> [WHAT IS BEING ASKED]
Go through the material below and return each line with the string "Magna" in it.

-------

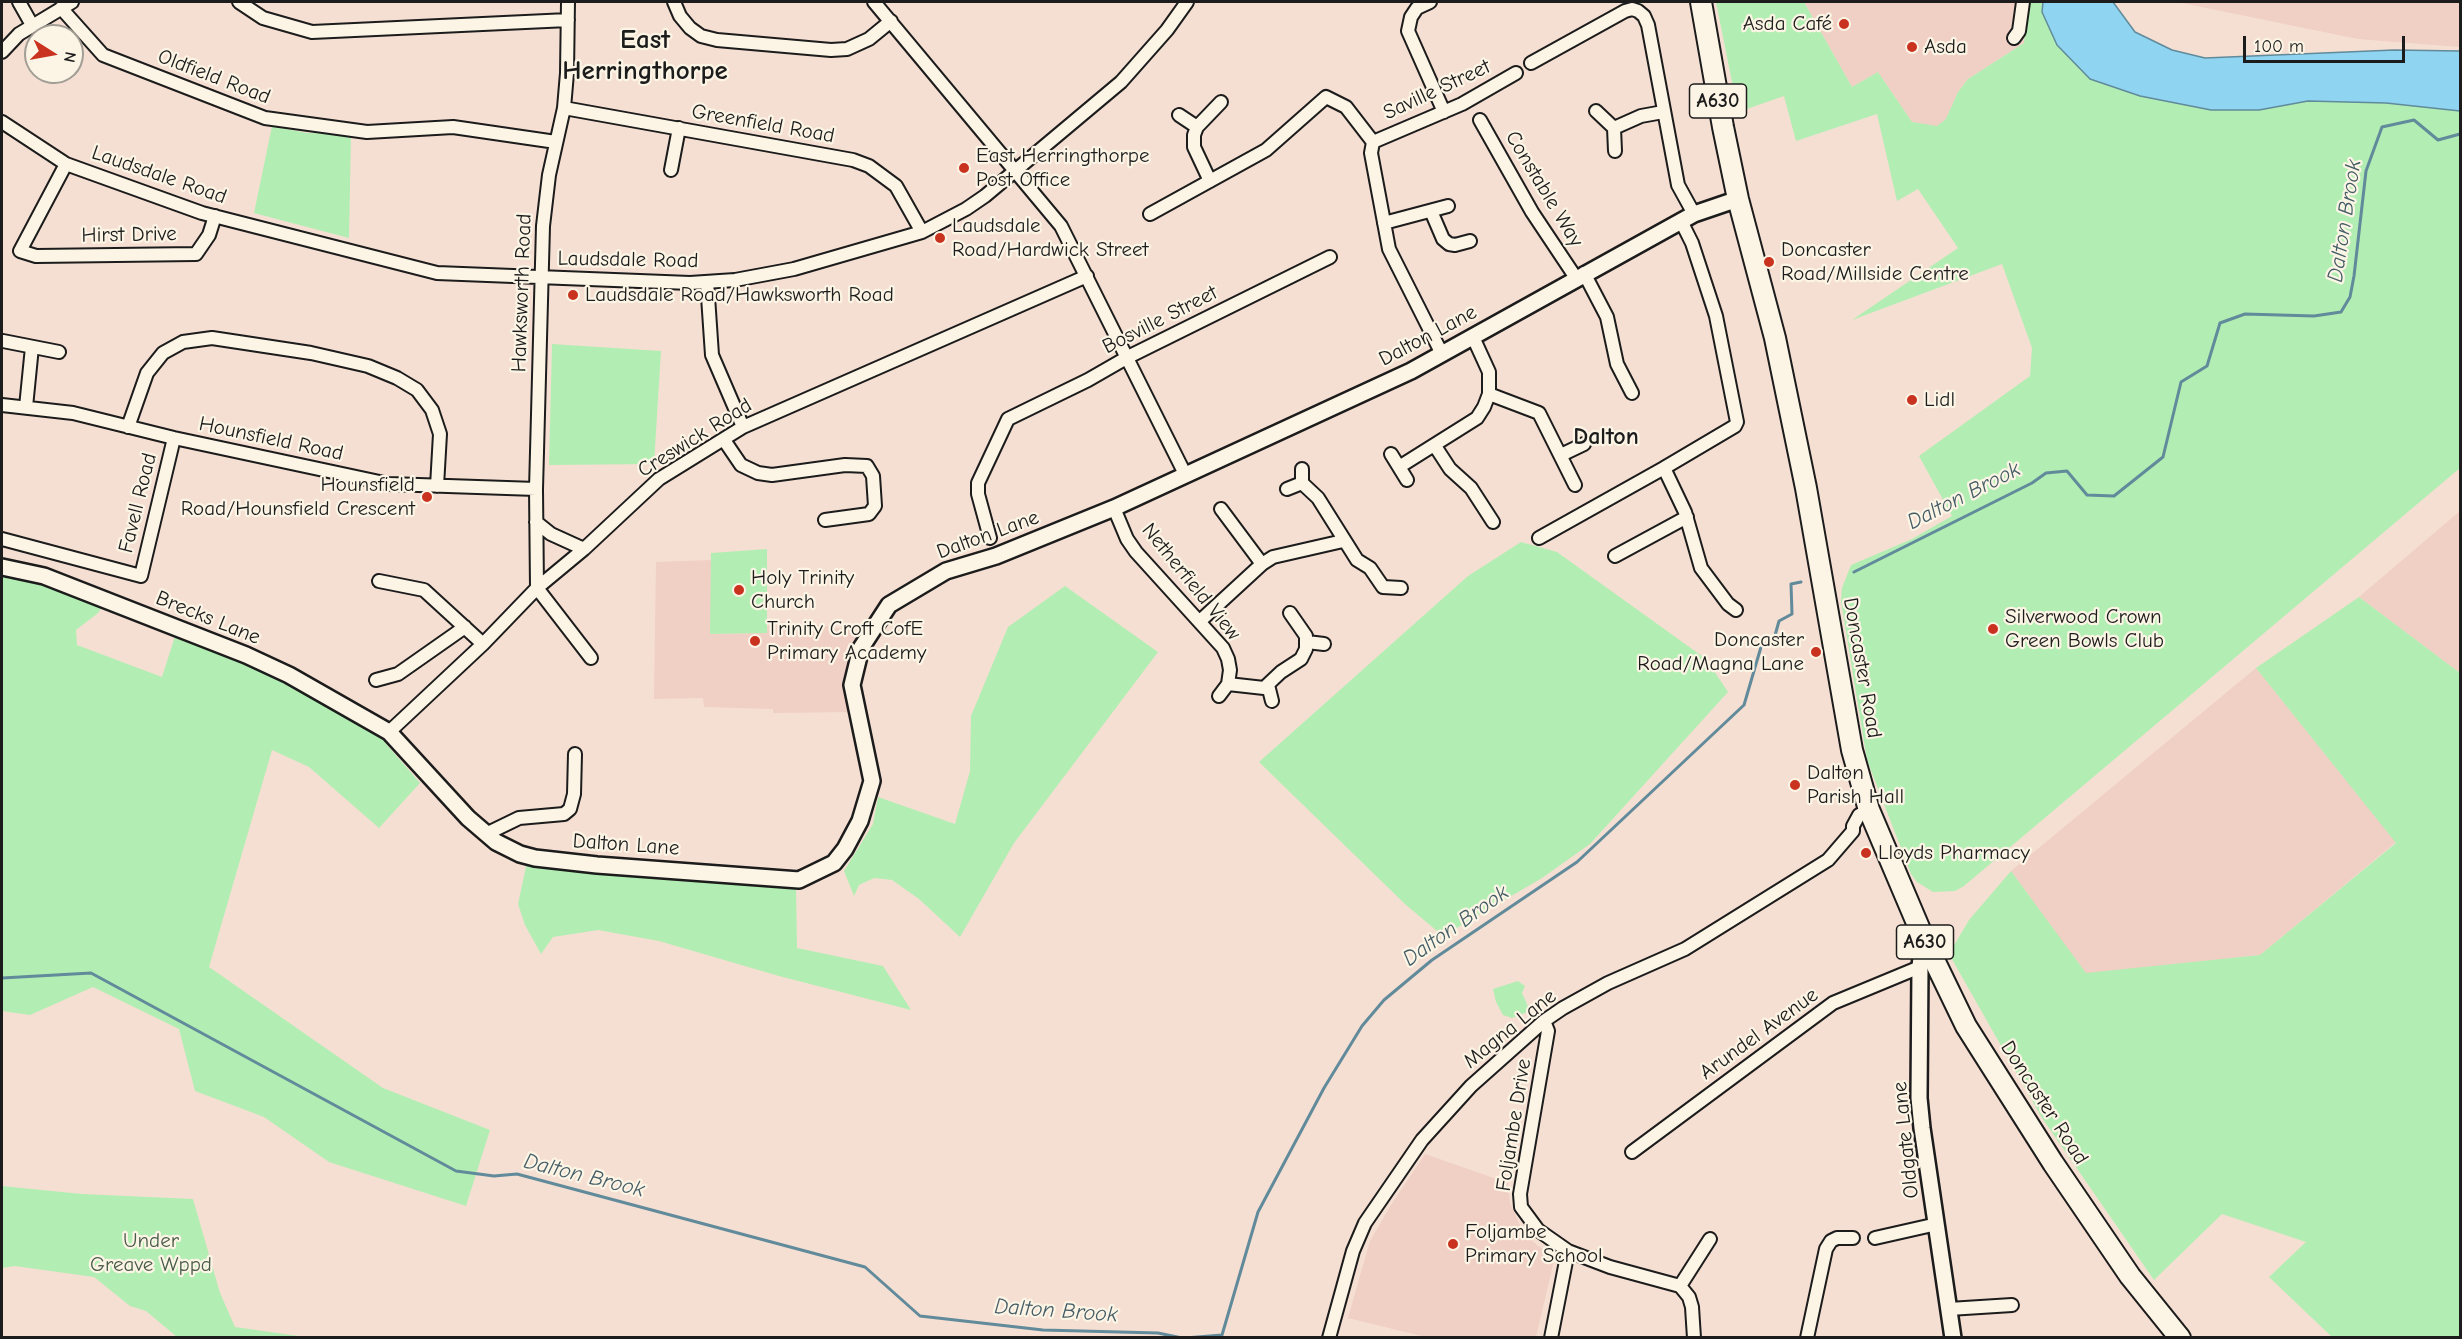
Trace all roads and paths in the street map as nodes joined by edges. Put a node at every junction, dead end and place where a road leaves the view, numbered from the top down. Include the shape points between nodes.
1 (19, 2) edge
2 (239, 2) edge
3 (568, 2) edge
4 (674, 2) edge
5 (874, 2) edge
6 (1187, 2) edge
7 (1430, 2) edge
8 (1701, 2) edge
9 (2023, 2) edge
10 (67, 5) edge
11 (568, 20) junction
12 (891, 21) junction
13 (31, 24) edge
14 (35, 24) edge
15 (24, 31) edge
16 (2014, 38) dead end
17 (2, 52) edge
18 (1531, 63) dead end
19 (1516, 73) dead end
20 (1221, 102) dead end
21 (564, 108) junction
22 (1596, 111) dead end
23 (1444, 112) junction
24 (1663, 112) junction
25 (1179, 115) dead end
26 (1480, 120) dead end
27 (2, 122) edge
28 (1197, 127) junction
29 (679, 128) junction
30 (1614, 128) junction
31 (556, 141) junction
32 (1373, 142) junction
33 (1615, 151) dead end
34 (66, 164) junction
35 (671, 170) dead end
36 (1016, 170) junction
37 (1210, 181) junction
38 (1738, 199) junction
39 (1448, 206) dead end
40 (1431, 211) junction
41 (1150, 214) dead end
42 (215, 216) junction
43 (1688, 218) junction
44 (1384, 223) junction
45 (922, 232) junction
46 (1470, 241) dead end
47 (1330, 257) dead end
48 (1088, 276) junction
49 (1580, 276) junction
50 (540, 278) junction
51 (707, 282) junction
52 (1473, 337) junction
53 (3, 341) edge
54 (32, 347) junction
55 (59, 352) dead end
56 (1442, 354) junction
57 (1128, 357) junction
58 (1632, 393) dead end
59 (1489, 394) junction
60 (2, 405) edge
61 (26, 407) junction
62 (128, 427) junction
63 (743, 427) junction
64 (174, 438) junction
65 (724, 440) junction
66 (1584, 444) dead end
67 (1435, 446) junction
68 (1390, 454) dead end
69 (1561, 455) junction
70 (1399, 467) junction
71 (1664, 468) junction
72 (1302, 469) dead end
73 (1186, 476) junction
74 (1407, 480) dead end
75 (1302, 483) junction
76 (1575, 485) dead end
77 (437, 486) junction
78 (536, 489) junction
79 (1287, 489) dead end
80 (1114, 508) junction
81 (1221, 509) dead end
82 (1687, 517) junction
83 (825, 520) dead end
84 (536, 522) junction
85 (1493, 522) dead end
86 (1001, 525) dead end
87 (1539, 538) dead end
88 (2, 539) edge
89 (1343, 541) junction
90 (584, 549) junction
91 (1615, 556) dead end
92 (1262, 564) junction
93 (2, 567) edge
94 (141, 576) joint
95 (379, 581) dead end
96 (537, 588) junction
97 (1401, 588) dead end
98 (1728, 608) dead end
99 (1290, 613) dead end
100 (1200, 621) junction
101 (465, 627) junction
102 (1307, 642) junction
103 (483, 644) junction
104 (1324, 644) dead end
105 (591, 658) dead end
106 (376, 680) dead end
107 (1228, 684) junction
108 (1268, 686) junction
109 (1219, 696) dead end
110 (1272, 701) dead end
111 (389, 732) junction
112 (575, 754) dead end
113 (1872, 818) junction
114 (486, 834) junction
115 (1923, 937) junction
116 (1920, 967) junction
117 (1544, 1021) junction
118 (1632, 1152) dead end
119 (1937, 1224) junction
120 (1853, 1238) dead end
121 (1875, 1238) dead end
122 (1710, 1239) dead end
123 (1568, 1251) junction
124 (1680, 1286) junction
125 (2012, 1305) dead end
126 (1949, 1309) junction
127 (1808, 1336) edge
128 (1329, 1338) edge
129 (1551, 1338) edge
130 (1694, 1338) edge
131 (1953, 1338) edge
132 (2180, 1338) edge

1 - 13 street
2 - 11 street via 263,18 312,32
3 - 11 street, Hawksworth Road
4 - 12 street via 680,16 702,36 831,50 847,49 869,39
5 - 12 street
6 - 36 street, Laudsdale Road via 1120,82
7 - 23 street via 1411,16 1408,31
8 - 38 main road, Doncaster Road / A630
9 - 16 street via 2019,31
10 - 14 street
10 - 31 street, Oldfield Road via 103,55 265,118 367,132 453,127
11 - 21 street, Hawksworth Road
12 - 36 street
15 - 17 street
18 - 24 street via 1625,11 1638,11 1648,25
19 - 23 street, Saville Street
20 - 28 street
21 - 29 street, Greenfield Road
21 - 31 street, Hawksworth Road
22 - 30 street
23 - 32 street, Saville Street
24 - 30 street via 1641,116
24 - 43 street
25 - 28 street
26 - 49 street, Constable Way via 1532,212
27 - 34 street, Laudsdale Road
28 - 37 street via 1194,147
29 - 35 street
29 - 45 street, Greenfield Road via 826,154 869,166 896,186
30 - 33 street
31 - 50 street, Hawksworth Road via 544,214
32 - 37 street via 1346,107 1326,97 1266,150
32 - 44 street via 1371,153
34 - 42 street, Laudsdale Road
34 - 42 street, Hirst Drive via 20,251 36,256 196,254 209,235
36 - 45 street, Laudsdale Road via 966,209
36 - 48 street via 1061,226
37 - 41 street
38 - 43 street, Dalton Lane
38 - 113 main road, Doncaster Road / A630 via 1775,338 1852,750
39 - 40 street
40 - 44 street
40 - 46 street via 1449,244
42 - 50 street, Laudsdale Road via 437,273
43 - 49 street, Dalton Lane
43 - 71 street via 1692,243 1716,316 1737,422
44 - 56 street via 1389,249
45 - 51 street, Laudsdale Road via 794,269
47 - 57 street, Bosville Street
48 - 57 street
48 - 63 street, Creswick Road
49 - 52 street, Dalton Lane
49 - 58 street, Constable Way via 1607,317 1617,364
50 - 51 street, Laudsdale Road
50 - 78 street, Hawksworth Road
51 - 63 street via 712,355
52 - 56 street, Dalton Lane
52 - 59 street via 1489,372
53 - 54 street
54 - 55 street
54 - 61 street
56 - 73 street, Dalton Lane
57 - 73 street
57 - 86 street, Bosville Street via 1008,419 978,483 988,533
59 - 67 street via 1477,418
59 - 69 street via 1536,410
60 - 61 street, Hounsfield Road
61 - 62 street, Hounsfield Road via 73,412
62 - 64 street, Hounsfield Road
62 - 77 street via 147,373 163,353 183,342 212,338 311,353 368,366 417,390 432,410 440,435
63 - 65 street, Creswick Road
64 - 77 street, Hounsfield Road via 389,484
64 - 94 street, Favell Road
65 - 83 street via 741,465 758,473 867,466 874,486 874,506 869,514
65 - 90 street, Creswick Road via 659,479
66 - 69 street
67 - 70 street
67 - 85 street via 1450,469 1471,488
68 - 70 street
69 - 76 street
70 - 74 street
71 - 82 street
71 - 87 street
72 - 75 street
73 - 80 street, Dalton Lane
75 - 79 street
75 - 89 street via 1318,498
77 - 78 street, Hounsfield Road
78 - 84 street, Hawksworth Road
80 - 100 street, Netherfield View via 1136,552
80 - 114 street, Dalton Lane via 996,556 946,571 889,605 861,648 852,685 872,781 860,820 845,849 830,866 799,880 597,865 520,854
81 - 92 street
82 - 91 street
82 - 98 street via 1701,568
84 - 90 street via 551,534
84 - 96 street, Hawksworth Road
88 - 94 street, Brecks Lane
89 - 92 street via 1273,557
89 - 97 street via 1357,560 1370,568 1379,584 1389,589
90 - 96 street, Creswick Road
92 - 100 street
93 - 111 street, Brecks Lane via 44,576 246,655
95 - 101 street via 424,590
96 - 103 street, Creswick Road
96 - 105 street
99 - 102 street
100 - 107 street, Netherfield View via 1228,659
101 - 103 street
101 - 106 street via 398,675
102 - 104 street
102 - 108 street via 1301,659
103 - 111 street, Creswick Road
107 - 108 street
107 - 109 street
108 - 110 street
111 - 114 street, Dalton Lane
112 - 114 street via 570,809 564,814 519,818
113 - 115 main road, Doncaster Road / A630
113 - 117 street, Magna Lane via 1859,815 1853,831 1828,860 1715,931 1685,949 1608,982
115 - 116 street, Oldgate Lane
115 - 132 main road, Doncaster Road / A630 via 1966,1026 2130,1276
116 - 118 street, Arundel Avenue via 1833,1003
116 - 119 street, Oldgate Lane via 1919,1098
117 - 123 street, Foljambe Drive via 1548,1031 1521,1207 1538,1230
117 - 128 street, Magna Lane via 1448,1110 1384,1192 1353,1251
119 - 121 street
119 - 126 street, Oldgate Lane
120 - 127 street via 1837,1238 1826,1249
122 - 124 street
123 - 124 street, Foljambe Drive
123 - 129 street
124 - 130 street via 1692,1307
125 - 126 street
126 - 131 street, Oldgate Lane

-------

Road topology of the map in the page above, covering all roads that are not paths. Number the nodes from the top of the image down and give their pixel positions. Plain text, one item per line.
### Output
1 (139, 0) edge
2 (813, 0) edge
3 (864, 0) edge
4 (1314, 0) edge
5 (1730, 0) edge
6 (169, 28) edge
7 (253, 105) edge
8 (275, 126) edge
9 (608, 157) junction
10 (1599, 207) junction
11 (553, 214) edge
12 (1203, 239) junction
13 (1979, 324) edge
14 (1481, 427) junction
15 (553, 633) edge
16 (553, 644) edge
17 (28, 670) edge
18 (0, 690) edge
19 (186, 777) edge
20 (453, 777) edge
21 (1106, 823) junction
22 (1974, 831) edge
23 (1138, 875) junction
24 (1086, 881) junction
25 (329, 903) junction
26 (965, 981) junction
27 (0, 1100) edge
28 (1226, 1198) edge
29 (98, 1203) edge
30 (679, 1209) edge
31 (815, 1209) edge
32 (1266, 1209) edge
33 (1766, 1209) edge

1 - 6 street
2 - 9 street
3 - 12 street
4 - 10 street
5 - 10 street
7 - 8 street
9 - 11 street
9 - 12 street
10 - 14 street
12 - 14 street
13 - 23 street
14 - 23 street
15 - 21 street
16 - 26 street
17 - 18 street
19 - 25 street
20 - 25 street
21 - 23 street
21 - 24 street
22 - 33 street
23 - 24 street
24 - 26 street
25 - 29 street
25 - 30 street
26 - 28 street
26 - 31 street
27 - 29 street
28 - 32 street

-------

> [ANSWER]
113 - 117 street, Magna Lane via 1859,815 1853,831 1828,860 1715,931 1685,949 1608,982
117 - 128 street, Magna Lane via 1448,1110 1384,1192 1353,1251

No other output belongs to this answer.